The North African country deported two French reporters for allegedly concealing their profession

Morocco expels two French journalists and tension continues between Rabat and Paris

Mustapha Baitas - PHOTO/ARCHIVO
Mustapha Baitas

Morocco has deported two French journalists for allegedly concealing their true profession while they were in Moroccan territory covering the terrible earthquake that struck the North African nation on 8 September, leaving around 3,000 dead and more than 5,600 injured, as well as extensive material damage. 

According to reports in various media, such as Al-Arab, the two journalists entered the country for tourist purposes and allegedly did not request a licence or identification as journalists, a necessary condition stipulated by Moroccan law for entry into the country. Morocco thus announced on Thursday the deportation of these two French journalists who entered the country for tourist purposes and did not declare themselves to be journalists "as provided for by law", the official spokesman of the Moroccan government, Mustapha Baitas, also confirmed to the media. 

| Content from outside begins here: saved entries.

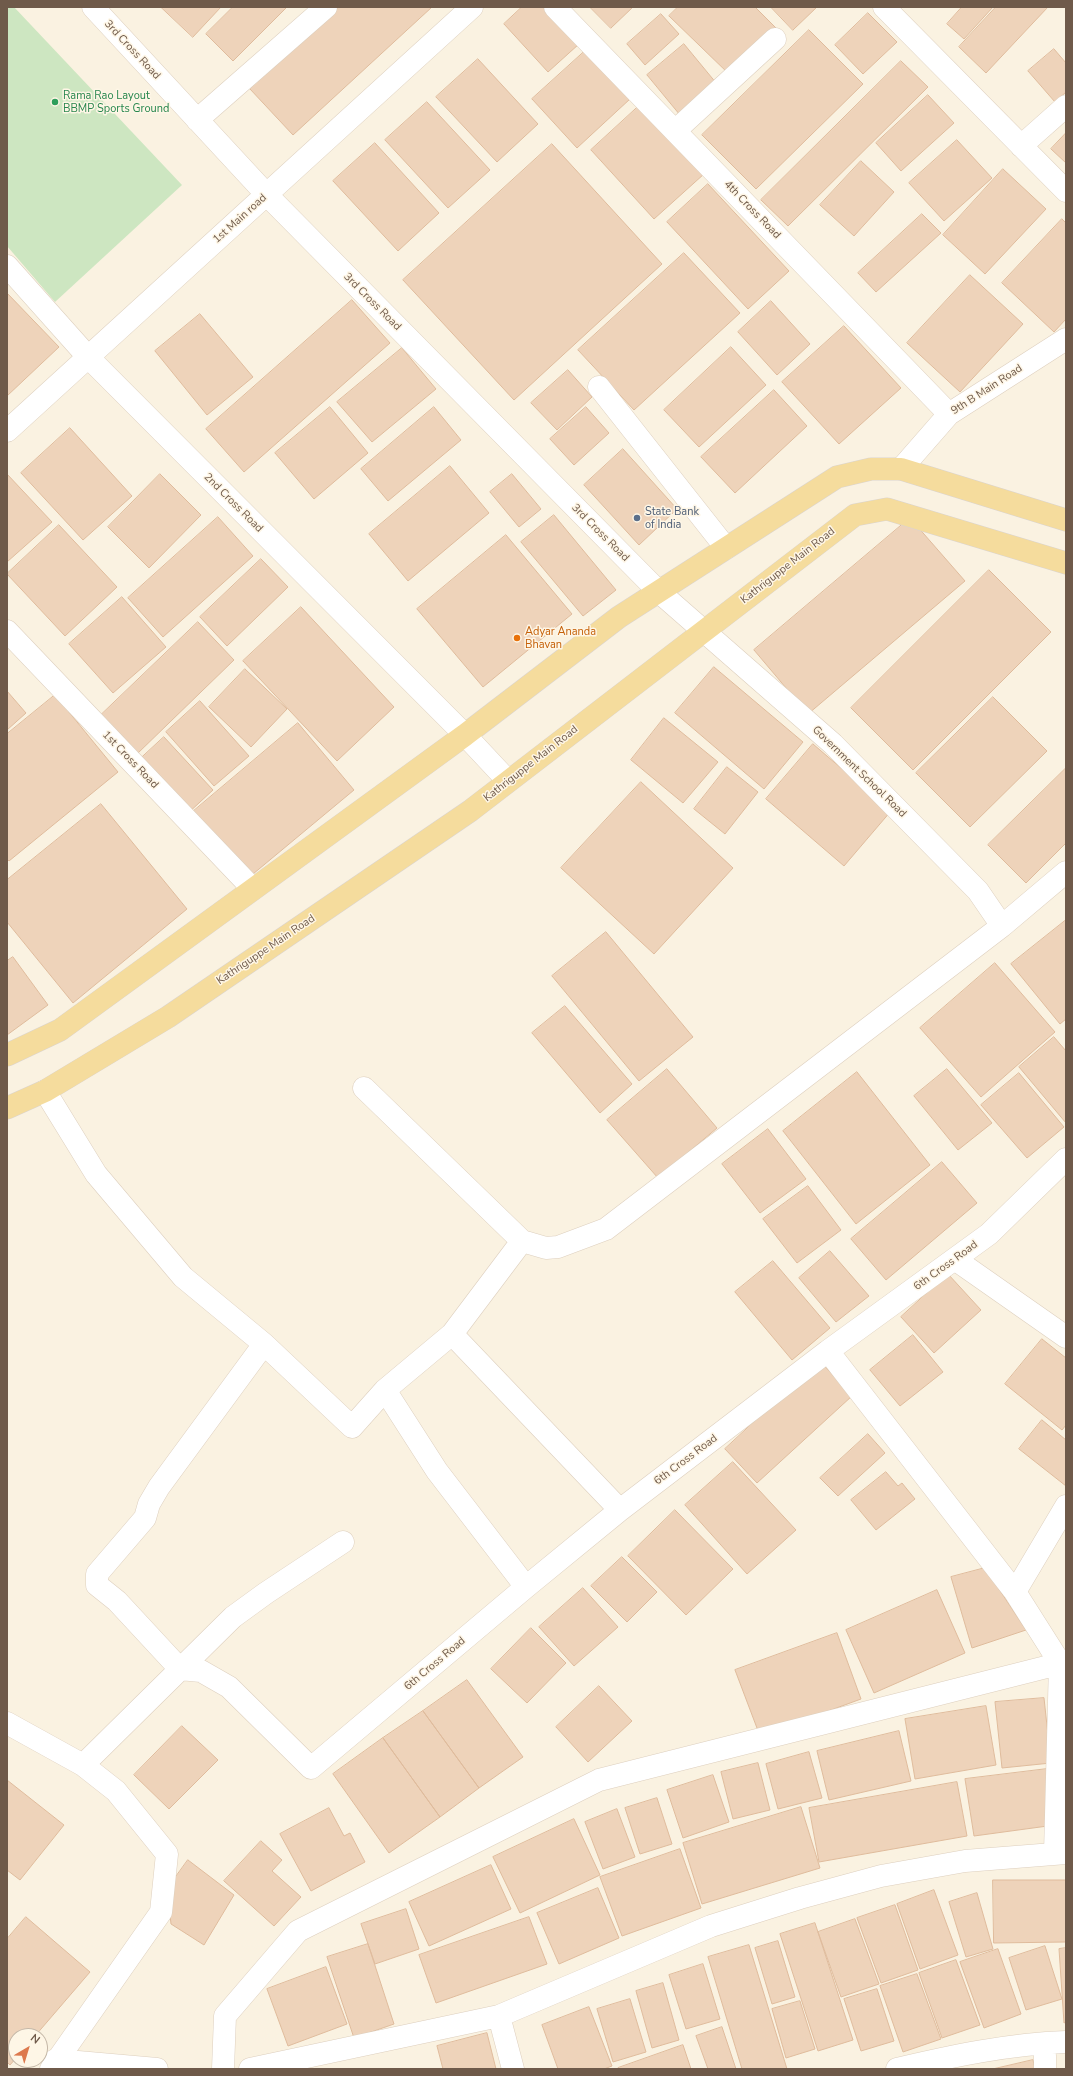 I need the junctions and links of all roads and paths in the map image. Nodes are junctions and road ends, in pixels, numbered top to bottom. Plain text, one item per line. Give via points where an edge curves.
1 (93, 7) edge
2 (326, 7) edge
3 (472, 7) edge
4 (555, 7) edge
5 (884, 7) edge
6 (775, 39) dead end
7 (1066, 106) edge
8 (197, 120) junction
9 (675, 131) junction
10 (1021, 146) junction
11 (1066, 191) edge
12 (267, 195) junction
13 (7, 266) edge
14 (1066, 339) edge
15 (89, 358) junction
16 (599, 387) dead end
17 (949, 414) junction
18 (7, 431) edge
19 (901, 469) junction
20 (1066, 520) edge
21 (726, 548) junction
22 (1066, 563) edge
23 (658, 591) junction
24 (7, 631) edge
25 (704, 631) junction
26 (465, 735) junction
27 (508, 781) junction
28 (1066, 872) edge
29 (253, 889) junction
30 (1002, 926) junction
31 (7, 1055) edge
32 (364, 1088) dead end
33 (45, 1091) junction
34 (7, 1108) edge
35 (1066, 1159) edge
36 (522, 1241) junction
37 (956, 1260) junction
38 (452, 1334) junction
39 (1066, 1336) edge
40 (264, 1344) junction
41 (828, 1351) junction
42 (385, 1390) junction
43 (1066, 1506) edge
44 (620, 1510) junction
45 (342, 1542) dead end
46 (526, 1587) junction
47 (1015, 1592) junction
48 (1063, 1662) edge
49 (180, 1669) junction
50 (7, 1723) edge
51 (82, 1764) junction
52 (1061, 1853) edge
53 (500, 2016) junction
54 (1066, 2042) edge
55 (53, 2065) edge
56 (157, 2069) edge
57 (223, 2069) edge
58 (250, 2069) edge
59 (513, 2069) edge
60 (897, 2069) edge

1 - 8 street, 3rd Cross Road
2 - 8 street
3 - 12 street, 1st Main road
4 - 9 street, 4th Cross Road
5 - 10 street
6 - 9 street
7 - 10 street
8 - 12 street, 3rd Cross Road
9 - 17 street, 4th Cross Road
10 - 11 street
12 - 15 street, 1st Main road
12 - 23 street, 3rd Cross Road
13 - 15 street, 2nd Cross Road
14 - 17 street, 9th B Main Road
15 - 18 street, 1st Main road
15 - 26 street, 2nd Cross Road
16 - 21 street
17 - 19 street, 9th B Main Road
19 - 20 main road
19 - 21 main road via 871,469 837,477
21 - 23 main road
22 - 25 main road, Kathriguppe Main Road via 887,509 855,515
23 - 25 street, 3rd Cross Road
23 - 26 main road
24 - 29 street, 1st Cross Road
25 - 27 main road, Kathriguppe Main Road
25 - 30 street, Government School Road via 833,744 978,891
26 - 27 street, 2nd Cross Road
26 - 29 main road
27 - 33 main road, Kathriguppe Main Road via 470,811 168,1017
28 - 30 street
29 - 31 main road via 60,1030
30 - 36 street via 606,1229 558,1247 546,1248
32 - 36 street
33 - 34 main road, Kathriguppe Main Road
33 - 40 street via 96,1174 183,1277
35 - 37 street, 6th Cross Road via 989,1234
36 - 38 street
37 - 39 street
37 - 41 street, 6th Cross Road
38 - 42 street
38 - 44 street
40 - 42 street via 352,1427
40 - 49 street via 159,1487 148,1504 145,1518 97,1574 97,1585 117,1601
41 - 44 street, 6th Cross Road
41 - 47 street
42 - 46 street via 437,1471
43 - 47 street
44 - 46 street, 6th Cross Road
45 - 49 street via 266,1593 234,1618
46 - 49 street, 6th Cross Road via 311,1768 229,1688 201,1671
47 - 48 street
48 - 52 street
48 - 57 street via 599,1780 298,1931 225,2016
49 - 51 street
50 - 51 street
51 - 55 street via 116,1791 167,1854 161,1912
52 - 53 street via 966,1861 881,1876 800,1898 711,1926
53 - 58 street
53 - 59 street
54 - 60 street via 980,2052
55 - 56 street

Baitas said that "the two French journalists entered the country for tourism purposes (without mentioning their names) and did not apply for a licence, nor did they declare that they were journalists, as stipulated by law". The government spokesman also commented that some of the French media coverage of the earthquake is "not objective" and that no professional has been pressured either.

Mustapha Baitas
Mustapha Baitas

Meanwhile, as reported by the Associated Press news agency providing further details, reporter Quentin Müller and freelance photojournalist Thérèse di Campo, who work for the weekly Marianne, said they were forcibly removed from their hotel room in Casablanca on Wednesday by ten plainclothes policemen and put on the first flight to Paris following the deportation order.

Both Müller and Stéphane Aubouard, editor of Marianne, said the deportations were politically motivated in response to reports critical of the Moroccan administration. Meanwhile, Morocco denied the accusation and said that their expulsion was a procedural matter, as it applies to anyone entering national territory, and not for political reasons.

Moreover, according to Al-Arab, witnesses said that French journalists allegedly pressured witnesses to indicate that relief and rescue teams had not reached certain areas affected by the earthquake. Meanwhile, Morocco's National Press Council announced legal action against some French media outlets for irregularities in their coverage of the quake and for attacks on the Moroccan administration's handling of the quake's aftermath. 

AFP/FETHI BELAID - Casas destruidas en el pueblo de Imi NTala el 17 de septiembre de 2023, tras el potente terremoto de magnitud 6,8
AFP/FETHI BELAID - Houses destroyed in the village of Imi NTala on 17 September 2023, following a powerful 6.8 magnitude earthquake

The Council noted that more than 300 foreign journalists worked to cover the events related to the earthquake in an atmosphere of transparency and freedom, visiting the affected areas and meeting with citizens. 

The National Union of the Moroccan Press also denounced the behaviour of some French media in politicising the issue of the earthquake and the victims in order to damage the image of the Moroccan state, according to media outlets such as Al-Arab. 

REUTERS/NACHO DOCE - Los equipos de emergencia colocan un cuerpo en un vehículo, tras un mortal terremoto, en Amizmiz, Marruecos, el 10 de septiembre de 2023
REUTERS/NACHO DOCE - Emergency crews place a body in a vehicle after a deadly earthquake in Amizmiz, Morocco, September 10, 2023

Difficult relations between Morocco and France

This situation revives the tension between Rabat and Paris after several episodes that have festered the relationship. There are major issues that pit the two countries against each other, such as the fact that the Moroccan kingdom criticises France for not supporting it closely on the issue of Moroccan sovereignty over Western Sahara, as other major nations have already done, or the large number of Schengen visas for Moroccans denied by the French state. 

Added to this is the fact that in the aftermath of the terrible earthquake in Morocco, the Moroccan kingdom did not ask France for help, despite the French state offering to assist in rescue and emergency work. The King of Morocco, Mohammed VI, justified this decision on the grounds of his country's sovereign right to make decisions and that the best help is useful and necessary, ruling out an overload of assistance that could have damaged the good coordination on the ground between the teams of the Royal Armed Forces and Moroccan emergency and health services and the emergency detachments present on the ground from the countries that Morocco did ask for assistance, which were Spain, the United Arab Emirates, Qatar and the United Kingdom. 

This situation generated controversy in France, despite the reasons given by the Moroccan state. Also in Moroccan social and political spheres, there was criticism of the fact that Emmanuel Macron, President of the Republic of France, addressed the Moroccan people through social networks to show his condolences and his offer of help instead of using the usual diplomatic channels or even the Moroccan media.